[What you are asked to do]
Reproduce the records below exactly as they appear, omitting any pictures they contain.

[Dataset records]
▼▼▼
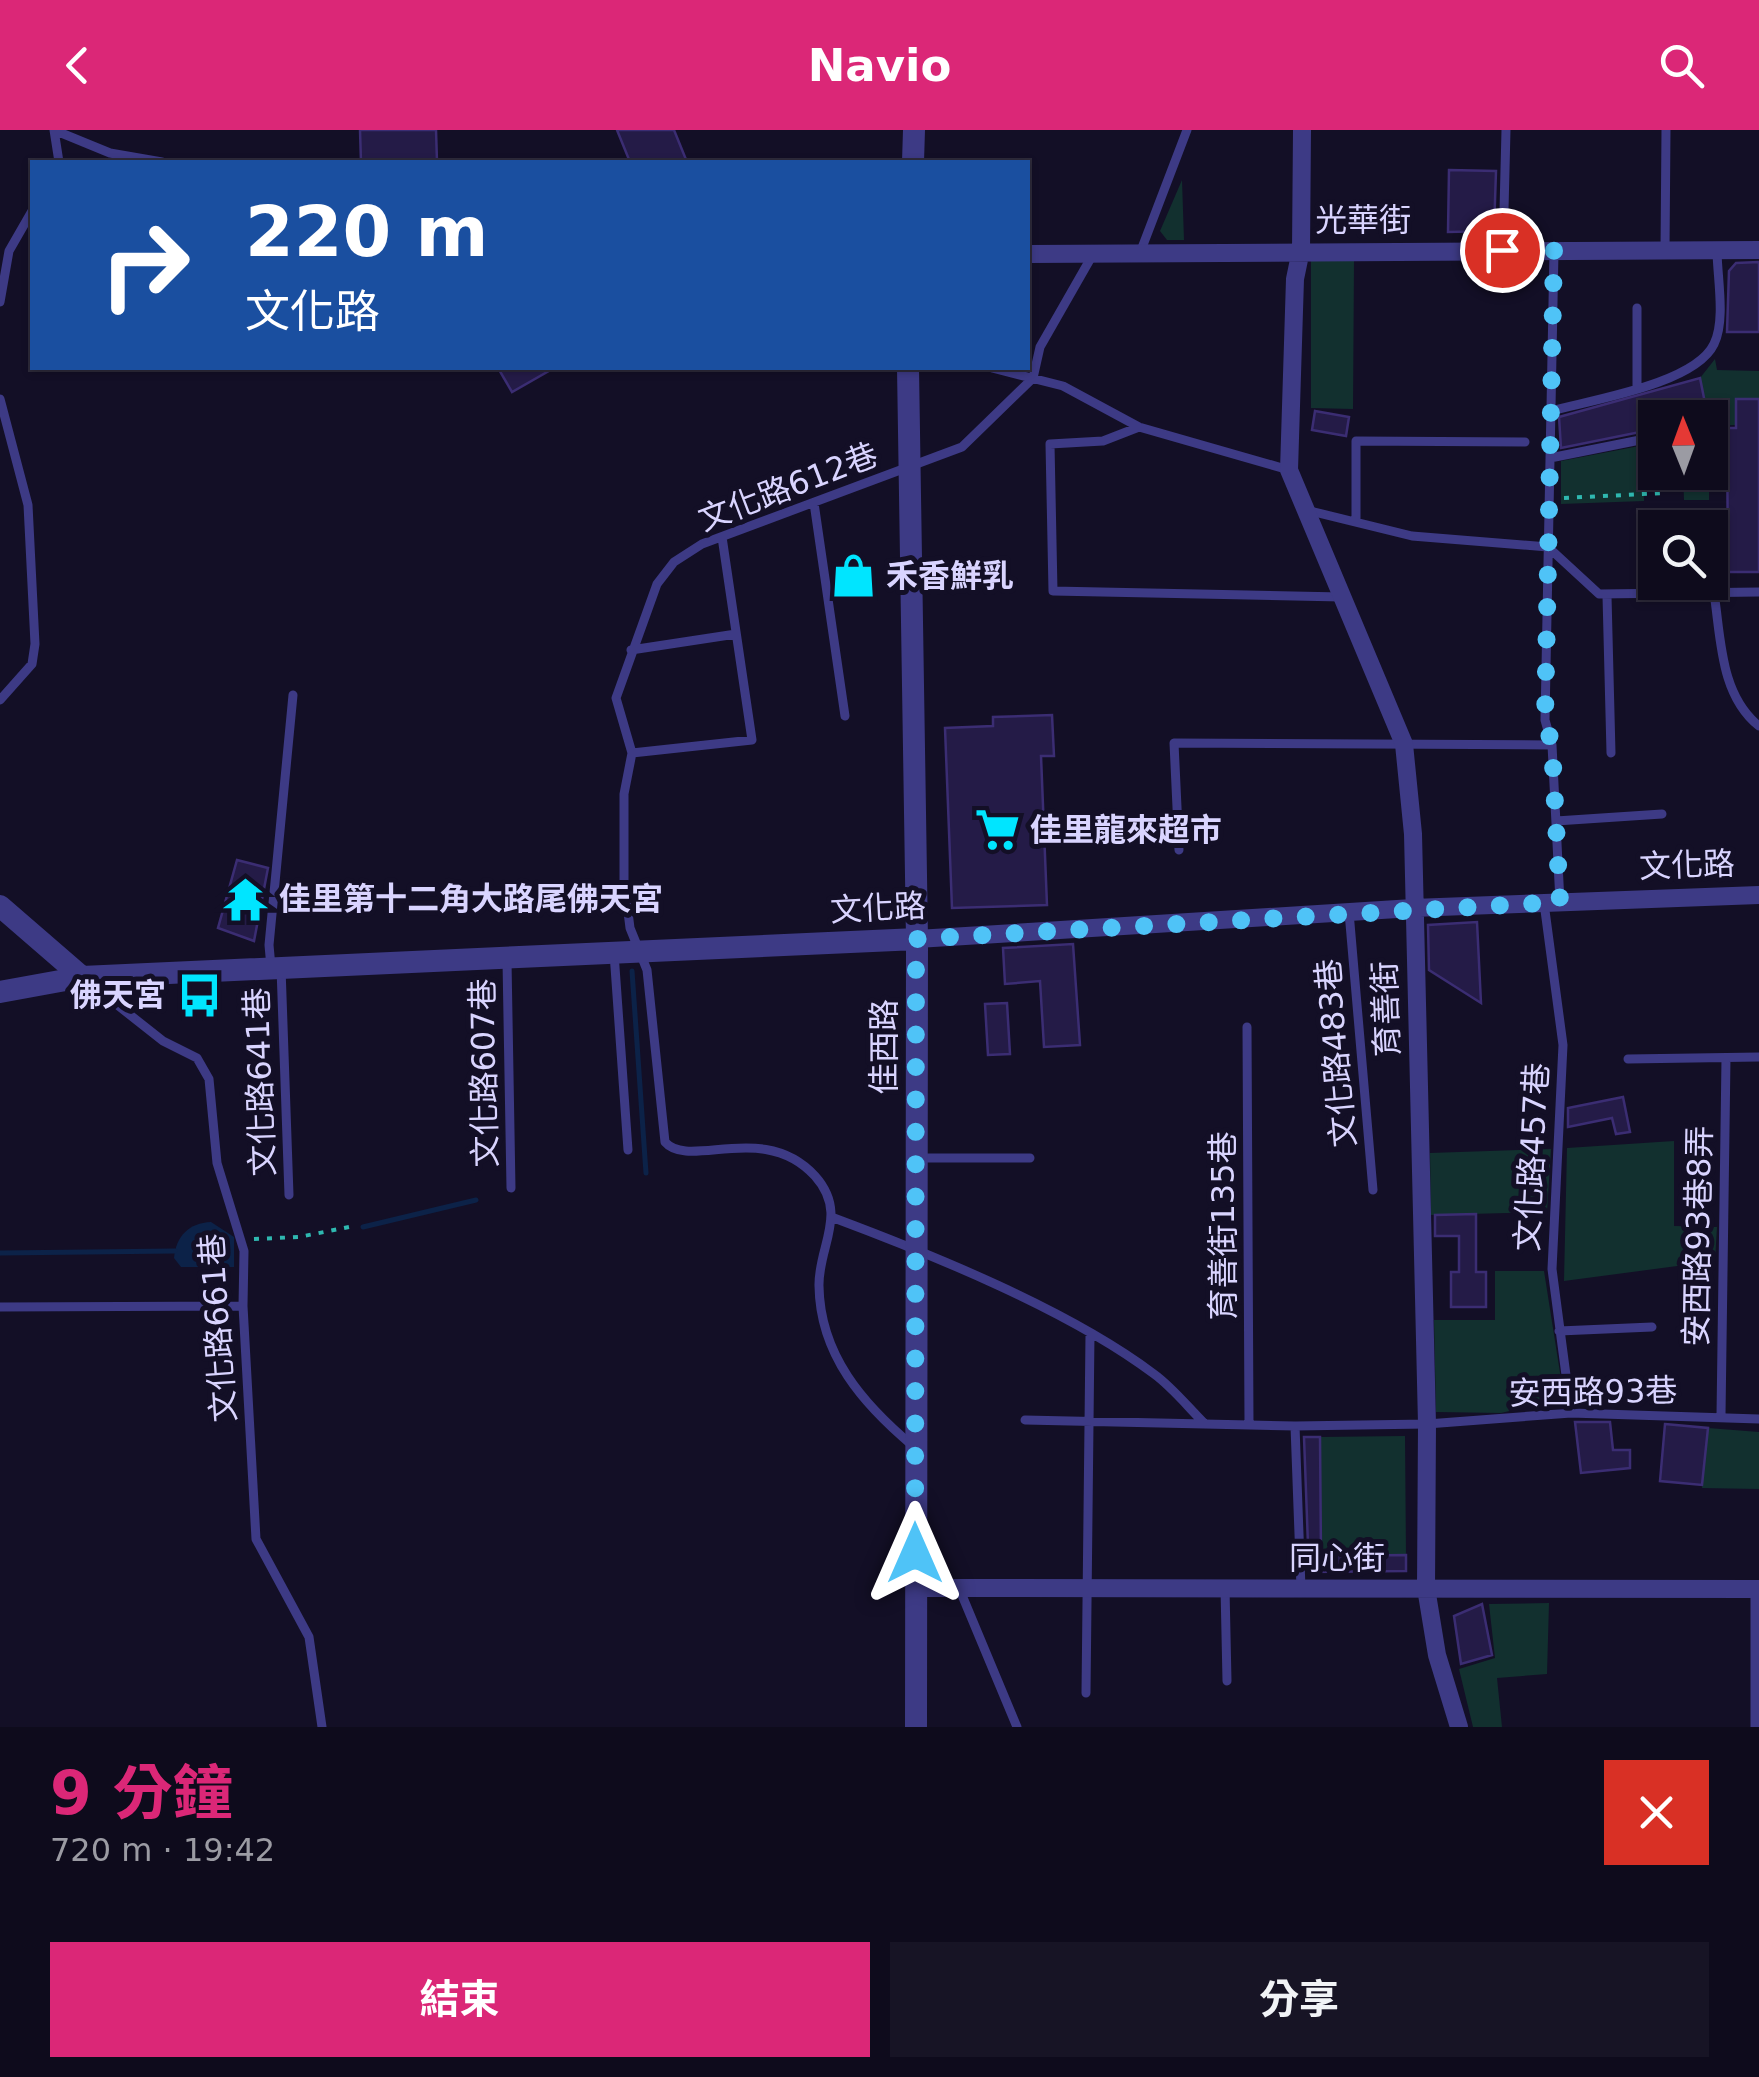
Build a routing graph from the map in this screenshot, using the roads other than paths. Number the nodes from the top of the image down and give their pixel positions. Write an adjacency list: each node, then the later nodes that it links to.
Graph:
1 (54, 130): 7 (lane); 8 (lane)
2 (914, 130): 9 (street)
3 (1187, 130): 17 (lane)
4 (1302, 130): 11 (street, 育善街)
5 (1506, 130): 12 (lane)
6 (1666, 130): 14 (lane)
7 (59, 160)
8 (150, 160)
9 (912, 160)
10 (30, 214): 20 (lane)
11 (1301, 250): 12 (street, 光華街); 17 (street, 光華街); 33 (street, 育善街)
12 (1502, 250): 13 (street, 光華街)
13 (1554, 250): 14 (street, 光華街); 27 (lane, 文化路457巷)
14 (1665, 250): 15 (street, 光華街)
15 (1717, 250): 16 (street, 光華街); 25 (lane)
16 (1759, 250)
17 (1140, 253): 19 (street, 光華街)
18 (1030, 254): 19 (street, 光華街)
19 (1092, 254): 24 (lane)
20 (0, 302)
21 (1637, 308): 25 (lane)
22 (908, 370): 32 (street, 佳西路)
23 (1000, 370): 24 (lane)
24 (1033, 378): 28 (lane); 32 (lane, 文化路612巷)
25 (1637, 388): 27 (lane)
26 (0, 399): 48 (lane)
27 (1550, 411): 31 (lane, 文化路457巷)
28 (1139, 427): 33 (lane); 42 (lane)
29 (1638, 440): 31 (lane)
30 (1525, 442): 36 (lane)
31 (1550, 458): 38 (lane, 文化路457巷)
32 (910, 467): 34 (lane, 文化路612巷); 63 (street, 佳西路)
33 (1289, 470): 35 (street, 育善街)
34 (814, 503): 37 (lane, 文化路612巷); 49 (lane)
35 (1306, 510): 36 (lane); 42 (street, 育善街)
36 (1356, 522): 38 (lane)
37 (722, 537): 45 (lane); 46 (lane, 文化路612巷)
38 (1548, 547): 43 (lane); 52 (lane, 文化路457巷)
39 (1759, 592): 40 (lane)
40 (1728, 593)
41 (1638, 595): 43 (lane)
42 (1342, 596): 51 (street, 育善街)
43 (1607, 596): 53 (lane)
44 (1715, 600): 50 (lane)
45 (736, 634): 46 (lane); 54 (lane)
46 (630, 650): 54 (lane, 文化路612巷)
47 (293, 695): 66 (lane, 文化路641巷)
48 (0, 700)
49 (845, 716)
50 (1759, 726)
51 (1404, 744): 52 (lane); 57 (lane); 61 (street, 育善街)
52 (1552, 745): 56 (lane, 文化路457巷)
53 (1611, 753)
54 (632, 754): 64 (lane, 文化路612巷)
55 (1662, 814): 56 (lane)
56 (1556, 821): 59 (lane, 文化路457巷)
57 (1178, 850)
58 (1759, 895): 59 (street, 文化路)
59 (1552, 903): 61 (street, 文化路); 84 (lane, 文化路457巷)
60 (0, 905): 67 (street)
61 (1413, 908): 62 (street, 文化路); 92 (street, 育善街)
62 (1349, 912): 63 (street, 文化路); 77 (lane, 文化路483巷)
63 (916, 939): 64 (street, 文化路); 74 (street, 佳西路)
64 (626, 951): 65 (street, 文化路); 73 (lane); 79 (lane)
65 (507, 956): 66 (street, 文化路); 76 (lane, 文化路607巷)
66 (276, 967): 67 (street, 文化路); 78 (lane, 文化路641巷)
67 (82, 977): 68 (street, 文化路); 81 (lane, 文化路661巷)
68 (0, 992)
69 (1247, 1028): 93 (lane, 育善街135巷)
70 (1759, 1057): 71 (lane)
71 (1726, 1058): 72 (lane); 87 (lane, 安西路93巷8弄)
72 (1628, 1059)
73 (628, 1150)
74 (916, 1158): 75 (lane); 80 (street, 佳西路)
75 (1030, 1158)
76 (511, 1188)
77 (1373, 1190)
78 (289, 1195)
79 (834, 1218): 80 (lane); 95 (lane)
80 (916, 1248): 85 (lane); 95 (street, 佳西路)
81 (243, 1306): 82 (lane); 105 (lane, 文化路661巷)
82 (0, 1307)
83 (1652, 1327): 84 (lane)
84 (1559, 1331): 86 (lane, 文化路457巷)
85 (1090, 1334): 88 (lane); 91 (lane)
86 (1571, 1413): 87 (lane, 安西路93巷); 92 (lane, 安西路93巷)
87 (1721, 1415): 89 (lane, 安西路93巷)
88 (1090, 1419): 90 (lane); 91 (lane); 98 (lane)
89 (1759, 1419)
90 (1025, 1420)
91 (1204, 1423): 93 (lane)
92 (1427, 1424): 94 (lane); 101 (street, 育善街)
93 (1249, 1425): 94 (lane)
94 (1295, 1426): 100 (lane)
95 (915, 1448): 96 (street, 佳西路)
96 (915, 1588): 97 (street, 同心街); 106 (street, 佳西路)
97 (959, 1588): 98 (street, 同心街); 107 (lane)
98 (1088, 1588): 99 (street, 同心街); 104 (lane)
99 (1225, 1588): 100 (street, 同心街); 103 (lane)
100 (1301, 1588): 101 (street, 同心街)
101 (1426, 1588): 102 (street, 同心街); 108 (street, 育善街)
102 (1757, 1588): 109 (lane)
103 (1227, 1681)
104 (1086, 1693)
105 (322, 1727)
106 (916, 1727)
107 (1017, 1727)
108 (1459, 1727)
109 (1755, 1727)

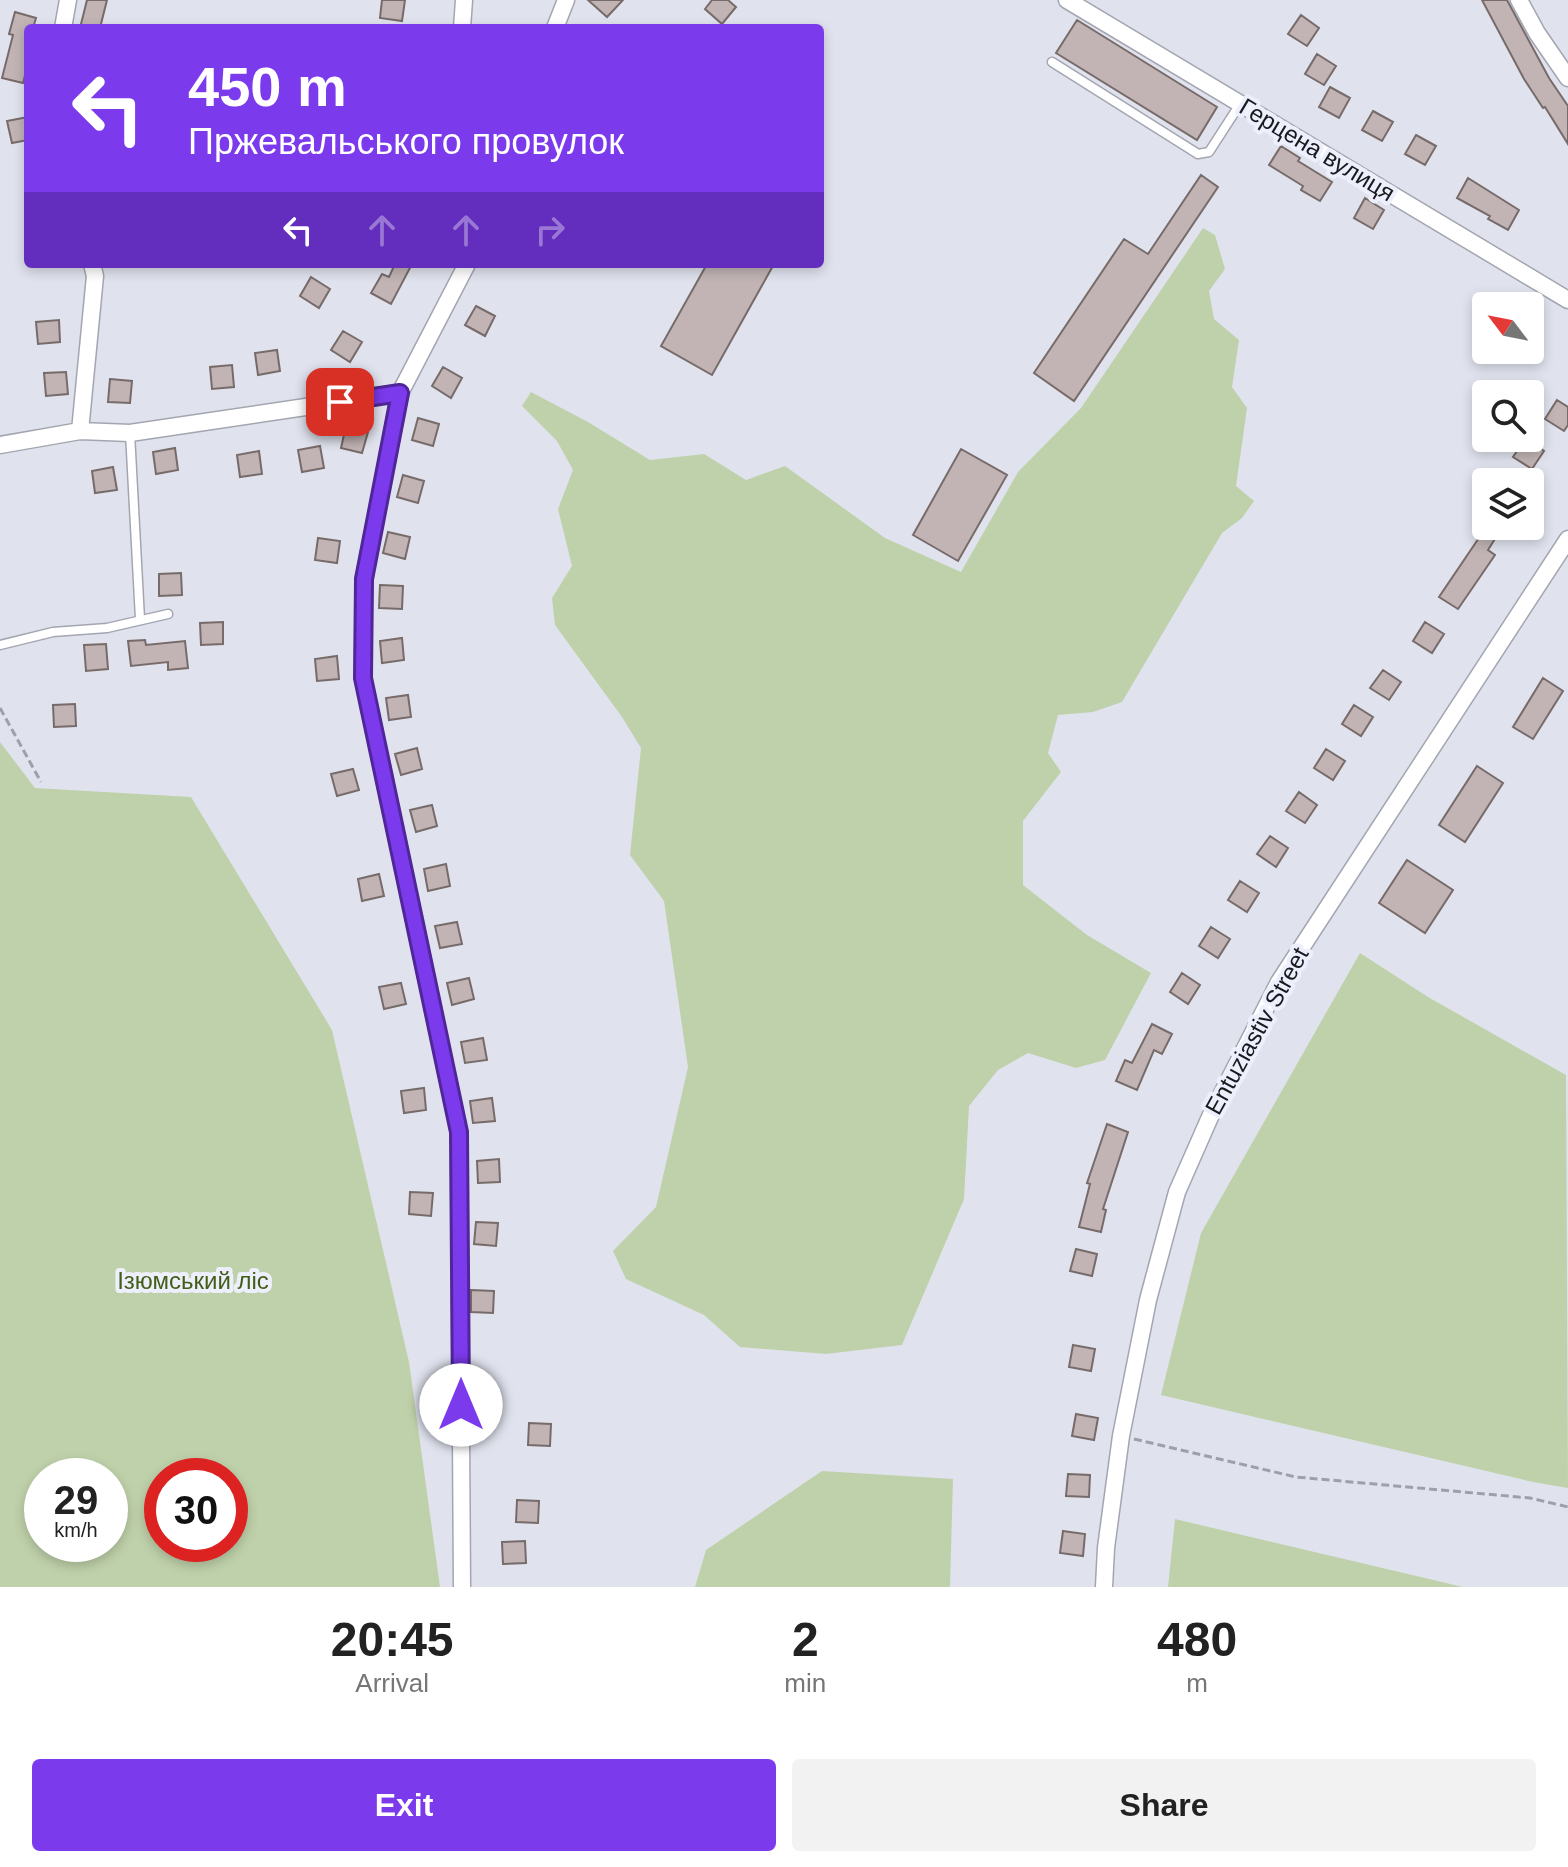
▲▲▲
[Response]
Build a routing graph from the map in this screenshot, using the roads other than paths. Number the nodes from the top of the image down and give their pixel positions. Write an adjacency list: each node, then the later nodes that it links to.
Graph:
1 (54, 130): 7 (lane); 8 (lane)
2 (914, 130): 9 (street)
3 (1187, 130): 17 (lane)
4 (1302, 130): 11 (street, 育善街)
5 (1506, 130): 12 (lane)
6 (1666, 130): 14 (lane)
7 (59, 160)
8 (150, 160)
9 (912, 160)
10 (30, 214): 20 (lane)
11 (1301, 250): 12 (street, 光華街); 17 (street, 光華街); 33 (street, 育善街)
12 (1502, 250): 13 (street, 光華街)
13 (1554, 250): 14 (street, 光華街); 27 (lane, 文化路457巷)
14 (1665, 250): 15 (street, 光華街)
15 (1717, 250): 16 (street, 光華街); 25 (lane)
16 (1759, 250)
17 (1140, 253): 19 (street, 光華街)
18 (1030, 254): 19 (street, 光華街)
19 (1092, 254): 24 (lane)
20 (0, 302)
21 (1637, 308): 25 (lane)
22 (908, 370): 32 (street, 佳西路)
23 (1000, 370): 24 (lane)
24 (1033, 378): 28 (lane); 32 (lane, 文化路612巷)
25 (1637, 388): 27 (lane)
26 (0, 399): 48 (lane)
27 (1550, 411): 31 (lane, 文化路457巷)
28 (1139, 427): 33 (lane); 42 (lane)
29 (1638, 440): 31 (lane)
30 (1525, 442): 36 (lane)
31 (1550, 458): 38 (lane, 文化路457巷)
32 (910, 467): 34 (lane, 文化路612巷); 63 (street, 佳西路)
33 (1289, 470): 35 (street, 育善街)
34 (814, 503): 37 (lane, 文化路612巷); 49 (lane)
35 (1306, 510): 36 (lane); 42 (street, 育善街)
36 (1356, 522): 38 (lane)
37 (722, 537): 45 (lane); 46 (lane, 文化路612巷)
38 (1548, 547): 43 (lane); 52 (lane, 文化路457巷)
39 (1759, 592): 40 (lane)
40 (1728, 593)
41 (1638, 595): 43 (lane)
42 (1342, 596): 51 (street, 育善街)
43 (1607, 596): 53 (lane)
44 (1715, 600): 50 (lane)
45 (736, 634): 46 (lane); 54 (lane)
46 (630, 650): 54 (lane, 文化路612巷)
47 (293, 695): 66 (lane, 文化路641巷)
48 (0, 700)
49 (845, 716)
50 (1759, 726)
51 (1404, 744): 52 (lane); 57 (lane); 61 (street, 育善街)
52 (1552, 745): 56 (lane, 文化路457巷)
53 (1611, 753)
54 (632, 754): 64 (lane, 文化路612巷)
55 (1662, 814): 56 (lane)
56 (1556, 821): 59 (lane, 文化路457巷)
57 (1178, 850)
58 (1759, 895): 59 (street, 文化路)
59 (1552, 903): 61 (street, 文化路); 84 (lane, 文化路457巷)
60 (0, 905): 67 (street)
61 (1413, 908): 62 (street, 文化路); 92 (street, 育善街)
62 (1349, 912): 63 (street, 文化路); 77 (lane, 文化路483巷)
63 (916, 939): 64 (street, 文化路); 74 (street, 佳西路)
64 (626, 951): 65 (street, 文化路); 73 (lane); 79 (lane)
65 (507, 956): 66 (street, 文化路); 76 (lane, 文化路607巷)
66 (276, 967): 67 (street, 文化路); 78 (lane, 文化路641巷)
67 (82, 977): 68 (street, 文化路); 81 (lane, 文化路661巷)
68 (0, 992)
69 (1247, 1028): 93 (lane, 育善街135巷)
70 (1759, 1057): 71 (lane)
71 (1726, 1058): 72 (lane); 87 (lane, 安西路93巷8弄)
72 (1628, 1059)
73 (628, 1150)
74 (916, 1158): 75 (lane); 80 (street, 佳西路)
75 (1030, 1158)
76 (511, 1188)
77 (1373, 1190)
78 (289, 1195)
79 (834, 1218): 80 (lane); 95 (lane)
80 (916, 1248): 85 (lane); 95 (street, 佳西路)
81 (243, 1306): 82 (lane); 105 (lane, 文化路661巷)
82 (0, 1307)
83 (1652, 1327): 84 (lane)
84 (1559, 1331): 86 (lane, 文化路457巷)
85 (1090, 1334): 88 (lane); 91 (lane)
86 (1571, 1413): 87 (lane, 安西路93巷); 92 (lane, 安西路93巷)
87 (1721, 1415): 89 (lane, 安西路93巷)
88 (1090, 1419): 90 (lane); 91 (lane); 98 (lane)
89 (1759, 1419)
90 (1025, 1420)
91 (1204, 1423): 93 (lane)
92 (1427, 1424): 94 (lane); 101 (street, 育善街)
93 (1249, 1425): 94 (lane)
94 (1295, 1426): 100 (lane)
95 (915, 1448): 96 (street, 佳西路)
96 (915, 1588): 97 (street, 同心街); 106 (street, 佳西路)
97 (959, 1588): 98 (street, 同心街); 107 (lane)
98 (1088, 1588): 99 (street, 同心街); 104 (lane)
99 (1225, 1588): 100 (street, 同心街); 103 (lane)
100 (1301, 1588): 101 (street, 同心街)
101 (1426, 1588): 102 (street, 同心街); 108 (street, 育善街)
102 (1757, 1588): 109 (lane)
103 (1227, 1681)
104 (1086, 1693)
105 (322, 1727)
106 (916, 1727)
107 (1017, 1727)
108 (1459, 1727)
109 (1755, 1727)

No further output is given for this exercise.